A switch was then made to weld studs, but Mr. Taylor says that too was unsuccessful. "We found the studs could not be held consistently perpendicular to the chamber ring, which impeded subsequent mating of the stud, door, and nut," Mr. Taylor recalls.
The challenges in finding usable hardware were ultimately resolved with PEM® Type HFH self-clinching flush-head studs from PennEngineering® Fastening Technologies (Danboro, PA, U.S.). Installed permanently into the inside of the chamber's metal ring, these high-strength steel fasteners provided the consistent and required perpendicularity. Further, the fastener installation reportedly leaves the outside surface (and appearance) of the chamber ring undisturbed and without protrusions.
According to Ed Yeh, an engineering manager at Penn, the fastening capability of the PEM fastener relies on its unique "clinch geometry." He says the fastener, in this case a stud, is inserted into a pre-punched hole in the work piece until lugs in a star-shaped pattern at the base of the fastener head is in contact with the metal of the work piece. During installation, the lugs force the metal of the work piece inward and into a preformed groove in the fastener. "What that does is cold flow all of the metal around the hole into the complicated geometry of the fastener," says Mr. Yeh. "It can't rotate anymore, so it has torque-out performance, and it can't be pushed out because the metal has buried itself in the groove. There is a good clinch, and performance is very strong. It can replace welding in many applications."
Attention next turned to the process of fastener installation.
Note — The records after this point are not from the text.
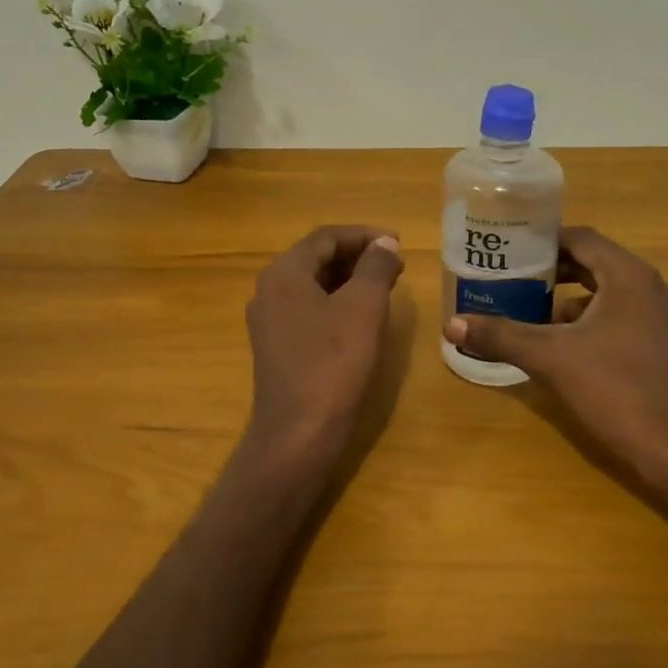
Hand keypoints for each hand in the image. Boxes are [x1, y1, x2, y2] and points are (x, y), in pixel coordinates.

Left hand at [245, 226, 404, 462]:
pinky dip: (337, 303)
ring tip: (385, 286)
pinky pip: (309, 310)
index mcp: (284, 273)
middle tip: (395, 264)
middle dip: (358, 256)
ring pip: (313, 285)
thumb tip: (384, 243)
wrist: (299, 432)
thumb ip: (376, 266)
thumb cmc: (333, 363)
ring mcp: (269, 321)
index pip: (326, 237)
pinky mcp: (277, 347)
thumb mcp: (364, 307)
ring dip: (349, 279)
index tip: (398, 243)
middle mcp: (269, 290)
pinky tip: (361, 317)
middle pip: (316, 258)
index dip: (365, 234)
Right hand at [444, 227, 667, 490]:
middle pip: (596, 264)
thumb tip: (452, 323)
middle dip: (555, 272)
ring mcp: (665, 318)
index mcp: (629, 277)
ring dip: (573, 300)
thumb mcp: (550, 358)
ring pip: (611, 294)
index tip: (513, 250)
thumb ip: (502, 336)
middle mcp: (652, 287)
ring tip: (535, 316)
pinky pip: (625, 318)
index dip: (546, 241)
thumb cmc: (614, 388)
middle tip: (515, 280)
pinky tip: (568, 348)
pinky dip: (595, 322)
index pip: (583, 239)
Expected production rates suggested the need for automatic equipment. It was clear that a PEMSERTER Series 2000 press from Penn could easily handle the task, but engineers realized that the press's usual top-feed method of pressing studs from above would be impossible within the confines of the chamber's 14-in diam metal ring.
According to Mr. Yeh, Penn engineers could see that the fasteners would have to be installed from inside the cylinder, which would require a bottom-feed installation system. While bottom-feed systems exist in presses to install self-clinching nuts, such systems for studs posed a new set of challenges to overcome for safe and productive installations.
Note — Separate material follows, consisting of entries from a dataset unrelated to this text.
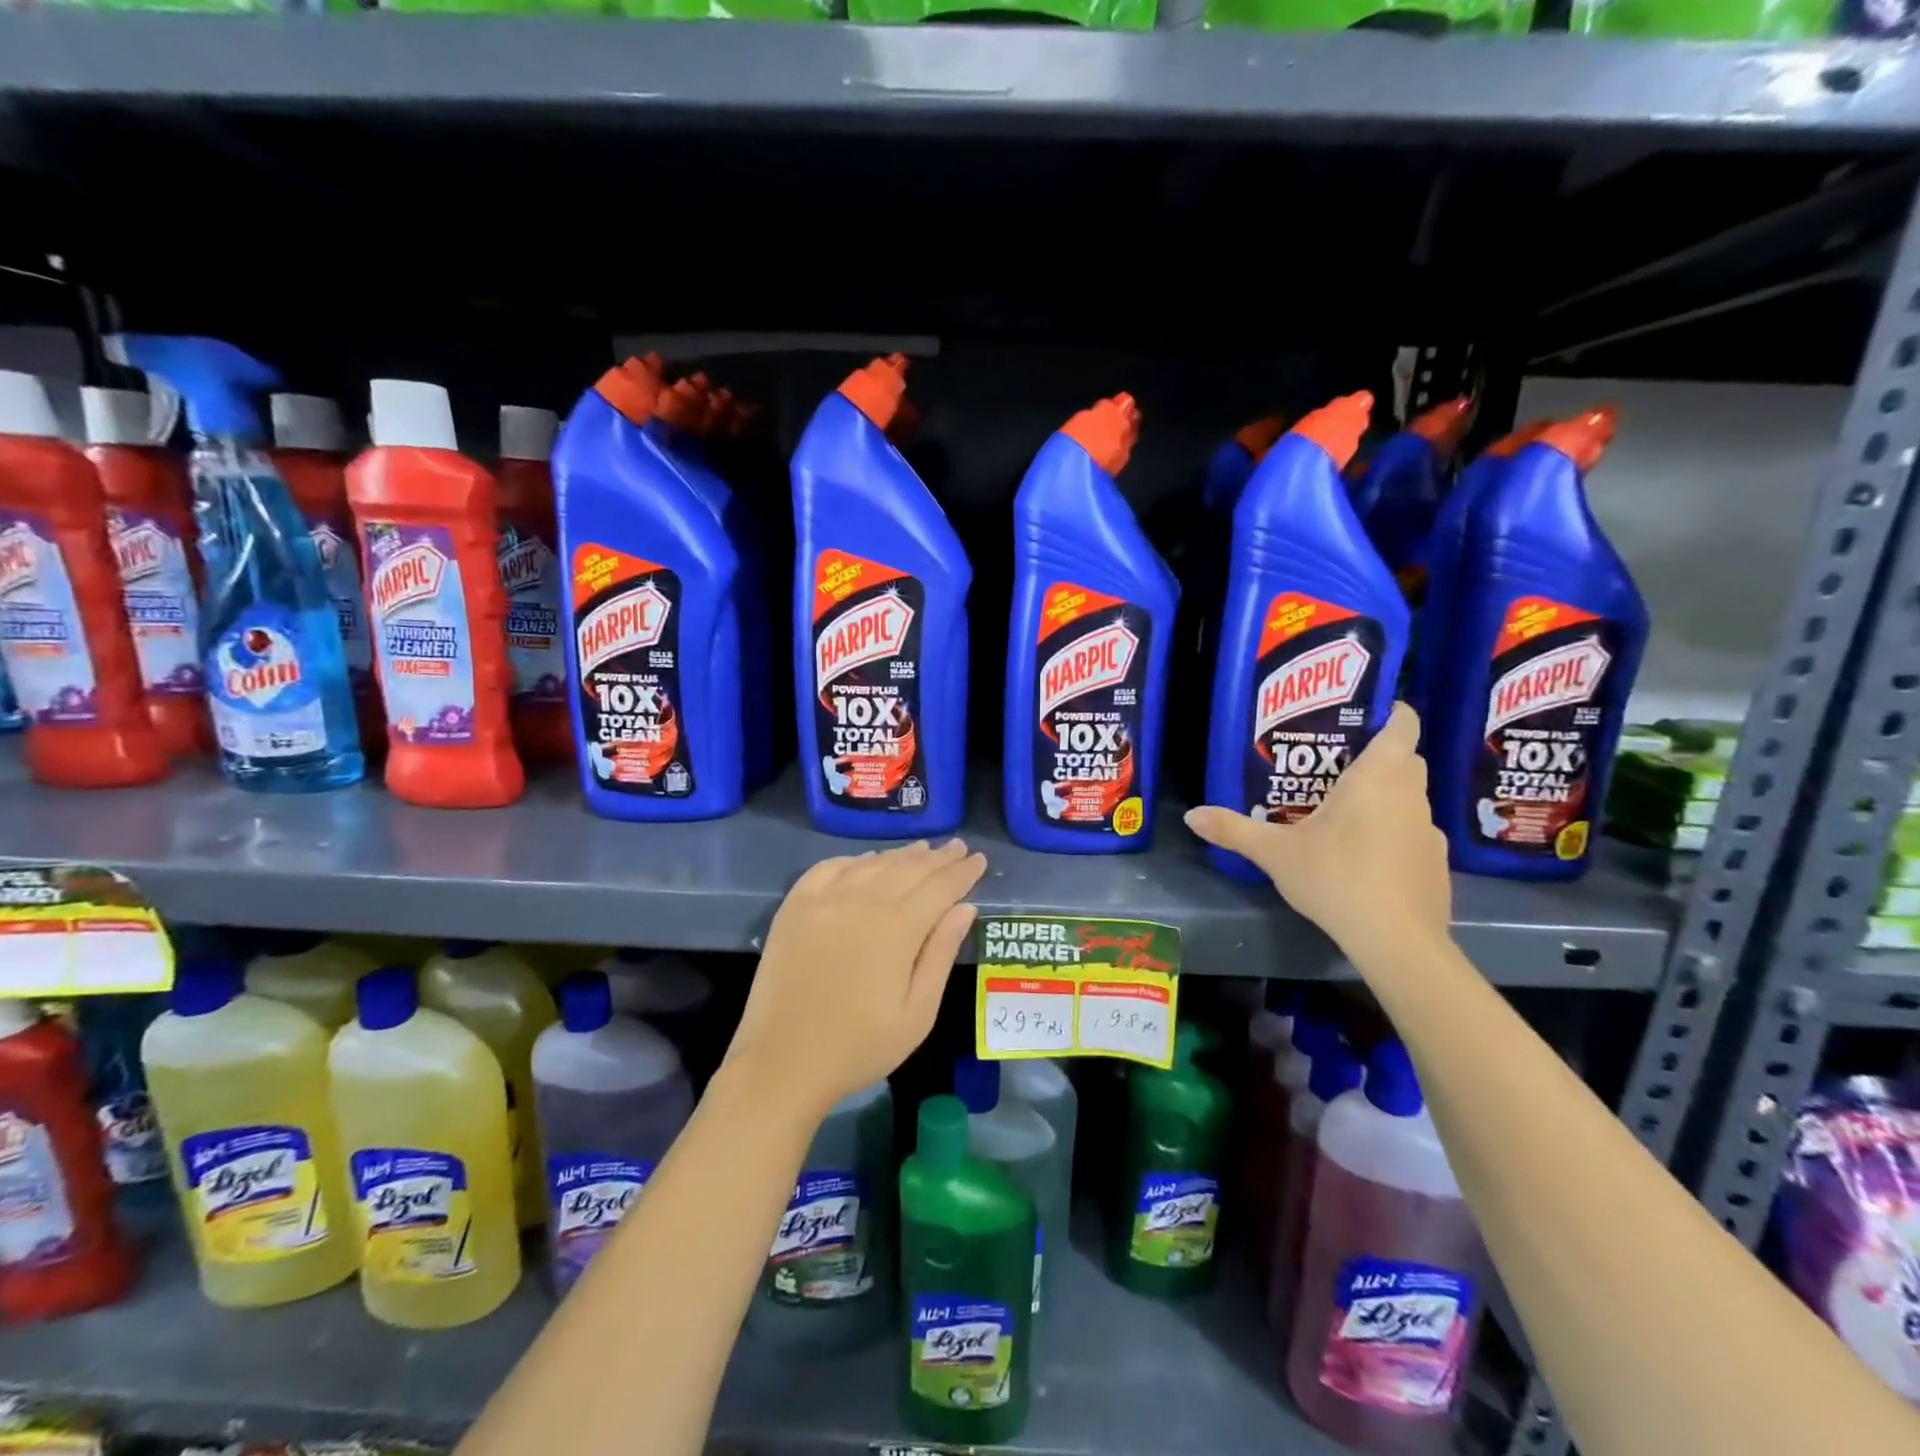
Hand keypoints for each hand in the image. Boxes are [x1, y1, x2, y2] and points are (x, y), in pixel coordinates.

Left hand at [722, 839, 986, 1121]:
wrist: (782, 1062)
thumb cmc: (859, 1046)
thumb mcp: (917, 1013)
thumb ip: (942, 954)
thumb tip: (965, 907)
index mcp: (898, 928)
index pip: (940, 887)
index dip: (963, 872)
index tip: (979, 859)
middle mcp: (862, 901)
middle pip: (909, 868)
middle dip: (938, 858)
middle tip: (958, 847)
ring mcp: (824, 900)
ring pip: (872, 864)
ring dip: (901, 855)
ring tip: (923, 849)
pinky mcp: (795, 906)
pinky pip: (829, 868)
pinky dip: (855, 859)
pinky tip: (866, 861)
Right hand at [1184, 703, 1450, 958]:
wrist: (1396, 941)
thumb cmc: (1335, 877)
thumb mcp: (1275, 853)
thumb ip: (1233, 829)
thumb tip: (1190, 815)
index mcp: (1378, 777)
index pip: (1403, 725)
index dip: (1392, 712)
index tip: (1366, 713)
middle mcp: (1411, 795)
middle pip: (1406, 760)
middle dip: (1380, 756)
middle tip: (1336, 764)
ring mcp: (1430, 831)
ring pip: (1411, 798)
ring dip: (1387, 797)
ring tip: (1346, 812)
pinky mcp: (1437, 864)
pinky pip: (1415, 834)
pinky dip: (1396, 834)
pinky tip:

By modifying the Series 2000 press' injector tooling package to use as the press' anvil instead of a punch, Penn engineers were able to develop safe and effective bottom-feed stud tooling for the application. According to Mr. Yeh, the anvil functions as an upside-down injector. The injector holds the stud by the head as the press operator places the combustion chamber in position over the stud, compressing the injector and pushing the threaded section and clinch feature of the stud into the combustion chamber. The operator then activates a footswitch to actuate the press and install the stud. "That's why this process is backwards," says Mr. Yeh. "Normally, the ram contacts the head and pushes it in. But here, we're actually pushing the material down onto the fastener." The tooling and press work together to assist the operator in aligning the stud and chamber so that each stud can be installed with one actuation of the press's footswitch.
"The PEMSERTER press with the customized tooling is the only press system we found capable of handling this type of fastener installation - inside-out with a ring," says Mr. Taylor of A. O. Smith.
Should access to the combustion chamber be required for service, Mr. Taylor notes that the permanently installed PEM self-clinching studs "preserve the fasteners with the unit." Two PEM studs (thread sizes #10-32) are located in each ring and mated with a nut for secure attachment of the access door.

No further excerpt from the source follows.